Tequila Old Fashioned: Reposado or añejo tequila with agave syrup and mole bitters (or Angostura if unavailable). Stir over ice (Stirring), serve over large clear ice. Demonstrates tequila's sipping potential beautifully.

Buying Guide

Essential blanco: G4 Blanco or Tequila Ocho Plata — both single-estate expressions showing terroir clearly. Fortaleza Blanco for slightly higher spend.

Reposado for cocktails: Herradura Reposado or El Tesoro Reposado. Both available, honest representations of the style.

For sipping: Don Julio 1942 (añejo, celebrity pricing), or the better-value alternative: Siete Leguas Añejo.
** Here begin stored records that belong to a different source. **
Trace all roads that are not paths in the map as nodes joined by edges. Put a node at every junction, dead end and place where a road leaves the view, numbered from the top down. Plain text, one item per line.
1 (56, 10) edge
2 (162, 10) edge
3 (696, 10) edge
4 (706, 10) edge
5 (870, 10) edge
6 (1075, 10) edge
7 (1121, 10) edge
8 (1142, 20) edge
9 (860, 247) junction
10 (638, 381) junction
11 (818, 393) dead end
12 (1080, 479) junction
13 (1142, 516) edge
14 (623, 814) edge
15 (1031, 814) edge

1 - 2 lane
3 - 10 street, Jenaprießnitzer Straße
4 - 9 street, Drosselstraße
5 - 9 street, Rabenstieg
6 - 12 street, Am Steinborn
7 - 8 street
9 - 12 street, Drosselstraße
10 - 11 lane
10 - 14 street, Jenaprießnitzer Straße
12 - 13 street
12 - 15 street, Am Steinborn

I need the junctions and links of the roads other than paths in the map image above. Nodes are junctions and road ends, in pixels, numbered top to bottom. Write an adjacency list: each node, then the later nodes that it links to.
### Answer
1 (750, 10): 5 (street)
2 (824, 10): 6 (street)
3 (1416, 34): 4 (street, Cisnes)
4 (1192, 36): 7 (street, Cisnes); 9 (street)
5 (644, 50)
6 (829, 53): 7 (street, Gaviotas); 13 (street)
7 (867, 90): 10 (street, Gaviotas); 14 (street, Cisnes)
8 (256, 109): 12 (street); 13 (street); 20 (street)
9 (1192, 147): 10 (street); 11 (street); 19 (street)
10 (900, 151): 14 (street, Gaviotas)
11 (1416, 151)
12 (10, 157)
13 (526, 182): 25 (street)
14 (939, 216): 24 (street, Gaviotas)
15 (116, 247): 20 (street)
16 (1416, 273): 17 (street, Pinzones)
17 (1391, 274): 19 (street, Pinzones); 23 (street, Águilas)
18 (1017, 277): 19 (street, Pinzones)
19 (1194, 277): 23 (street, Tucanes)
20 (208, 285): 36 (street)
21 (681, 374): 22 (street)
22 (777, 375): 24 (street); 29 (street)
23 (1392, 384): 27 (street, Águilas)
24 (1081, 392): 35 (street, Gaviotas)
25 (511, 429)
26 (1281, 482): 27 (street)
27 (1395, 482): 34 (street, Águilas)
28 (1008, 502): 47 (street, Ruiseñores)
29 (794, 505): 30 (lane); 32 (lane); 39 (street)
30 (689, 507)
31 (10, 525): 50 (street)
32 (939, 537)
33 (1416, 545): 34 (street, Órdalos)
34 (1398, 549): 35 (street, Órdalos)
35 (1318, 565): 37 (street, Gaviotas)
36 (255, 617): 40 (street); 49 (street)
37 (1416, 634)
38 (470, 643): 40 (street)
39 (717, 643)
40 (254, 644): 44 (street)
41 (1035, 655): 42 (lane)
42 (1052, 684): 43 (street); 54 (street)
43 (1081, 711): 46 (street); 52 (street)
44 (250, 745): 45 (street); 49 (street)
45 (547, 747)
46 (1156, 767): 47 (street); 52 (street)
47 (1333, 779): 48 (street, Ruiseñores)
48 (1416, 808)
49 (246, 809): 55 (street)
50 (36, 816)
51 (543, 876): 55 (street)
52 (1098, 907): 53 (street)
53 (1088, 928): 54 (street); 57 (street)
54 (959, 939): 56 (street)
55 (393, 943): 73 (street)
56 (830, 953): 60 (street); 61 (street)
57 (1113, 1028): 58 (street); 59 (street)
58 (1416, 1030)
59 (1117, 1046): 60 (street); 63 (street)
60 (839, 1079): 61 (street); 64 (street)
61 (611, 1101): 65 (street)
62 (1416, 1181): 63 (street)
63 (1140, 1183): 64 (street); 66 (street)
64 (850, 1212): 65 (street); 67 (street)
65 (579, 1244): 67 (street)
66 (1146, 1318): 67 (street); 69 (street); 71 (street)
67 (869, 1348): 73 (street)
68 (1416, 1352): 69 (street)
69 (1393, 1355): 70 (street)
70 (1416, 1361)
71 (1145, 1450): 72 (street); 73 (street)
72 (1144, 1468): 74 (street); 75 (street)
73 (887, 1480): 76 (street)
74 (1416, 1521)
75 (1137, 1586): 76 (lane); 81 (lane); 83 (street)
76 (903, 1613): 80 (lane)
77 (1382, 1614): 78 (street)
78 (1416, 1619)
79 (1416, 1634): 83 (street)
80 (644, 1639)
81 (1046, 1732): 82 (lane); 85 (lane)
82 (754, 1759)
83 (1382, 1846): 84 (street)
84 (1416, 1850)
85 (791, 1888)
Avoid: Any bottle labeled "mixto" (though this rarely appears on premium bottles) or "gold tequila" (typically caramel-colored mixto). If the bottle doesn't say "100% agave" or "100% Blue Agave," it's a mixto.

The tequila journey rewards patience and attention. Tasting the difference between a highland and lowland blanco, side by side, is one of the most vivid demonstrations of terroir in any spirit category.